▶

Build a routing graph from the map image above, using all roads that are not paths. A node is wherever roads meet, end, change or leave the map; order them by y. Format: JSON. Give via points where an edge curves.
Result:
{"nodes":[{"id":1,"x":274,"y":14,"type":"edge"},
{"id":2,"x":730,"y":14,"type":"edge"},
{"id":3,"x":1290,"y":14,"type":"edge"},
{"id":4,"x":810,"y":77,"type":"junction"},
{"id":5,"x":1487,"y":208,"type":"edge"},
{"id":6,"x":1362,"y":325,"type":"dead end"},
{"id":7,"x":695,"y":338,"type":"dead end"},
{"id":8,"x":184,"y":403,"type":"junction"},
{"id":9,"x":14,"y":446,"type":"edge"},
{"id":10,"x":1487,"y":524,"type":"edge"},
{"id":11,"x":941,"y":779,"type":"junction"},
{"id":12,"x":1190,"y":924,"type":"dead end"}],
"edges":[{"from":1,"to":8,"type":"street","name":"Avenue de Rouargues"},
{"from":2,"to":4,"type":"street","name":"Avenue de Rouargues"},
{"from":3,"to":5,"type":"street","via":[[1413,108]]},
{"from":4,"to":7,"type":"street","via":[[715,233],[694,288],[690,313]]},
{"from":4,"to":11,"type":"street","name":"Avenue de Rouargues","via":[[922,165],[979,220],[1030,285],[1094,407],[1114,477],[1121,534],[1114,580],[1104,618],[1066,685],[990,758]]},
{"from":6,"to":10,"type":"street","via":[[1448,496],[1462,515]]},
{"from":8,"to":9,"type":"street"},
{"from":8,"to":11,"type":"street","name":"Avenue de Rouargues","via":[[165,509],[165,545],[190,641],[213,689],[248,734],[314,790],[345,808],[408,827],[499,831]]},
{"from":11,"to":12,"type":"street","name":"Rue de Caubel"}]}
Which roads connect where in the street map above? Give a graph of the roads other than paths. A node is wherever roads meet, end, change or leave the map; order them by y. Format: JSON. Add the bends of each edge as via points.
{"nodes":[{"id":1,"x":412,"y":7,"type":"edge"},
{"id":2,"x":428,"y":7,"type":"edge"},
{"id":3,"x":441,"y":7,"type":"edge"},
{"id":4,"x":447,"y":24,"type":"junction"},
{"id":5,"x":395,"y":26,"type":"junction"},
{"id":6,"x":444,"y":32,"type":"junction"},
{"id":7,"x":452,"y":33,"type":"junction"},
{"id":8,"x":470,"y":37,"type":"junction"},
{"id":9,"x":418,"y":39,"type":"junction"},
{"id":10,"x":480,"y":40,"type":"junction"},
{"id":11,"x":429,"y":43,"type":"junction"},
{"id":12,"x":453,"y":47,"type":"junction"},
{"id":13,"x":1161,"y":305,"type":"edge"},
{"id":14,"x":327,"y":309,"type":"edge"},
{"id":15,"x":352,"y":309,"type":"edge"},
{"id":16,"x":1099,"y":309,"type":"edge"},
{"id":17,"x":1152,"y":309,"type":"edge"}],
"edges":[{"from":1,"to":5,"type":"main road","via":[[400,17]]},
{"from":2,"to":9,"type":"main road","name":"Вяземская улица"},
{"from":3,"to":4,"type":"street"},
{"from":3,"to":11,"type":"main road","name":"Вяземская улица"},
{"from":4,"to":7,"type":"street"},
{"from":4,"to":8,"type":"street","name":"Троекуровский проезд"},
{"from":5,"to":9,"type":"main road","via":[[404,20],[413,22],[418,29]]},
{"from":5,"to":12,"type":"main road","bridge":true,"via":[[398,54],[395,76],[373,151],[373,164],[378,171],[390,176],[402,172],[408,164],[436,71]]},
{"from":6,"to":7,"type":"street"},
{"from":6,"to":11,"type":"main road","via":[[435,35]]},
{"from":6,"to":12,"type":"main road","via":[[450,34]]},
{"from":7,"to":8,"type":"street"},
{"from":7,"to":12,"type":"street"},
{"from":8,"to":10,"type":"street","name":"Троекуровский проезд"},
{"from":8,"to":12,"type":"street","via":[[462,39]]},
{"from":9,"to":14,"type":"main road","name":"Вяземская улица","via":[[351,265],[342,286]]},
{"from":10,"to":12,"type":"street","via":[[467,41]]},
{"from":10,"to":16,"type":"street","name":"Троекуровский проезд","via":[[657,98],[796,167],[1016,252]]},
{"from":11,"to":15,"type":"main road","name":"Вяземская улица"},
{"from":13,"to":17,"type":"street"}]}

◀

EXERCISE AIM =>
Going through the material above, tally each line holding the word "points", then give the total and nothing else.

ANSWER BELOW =>
2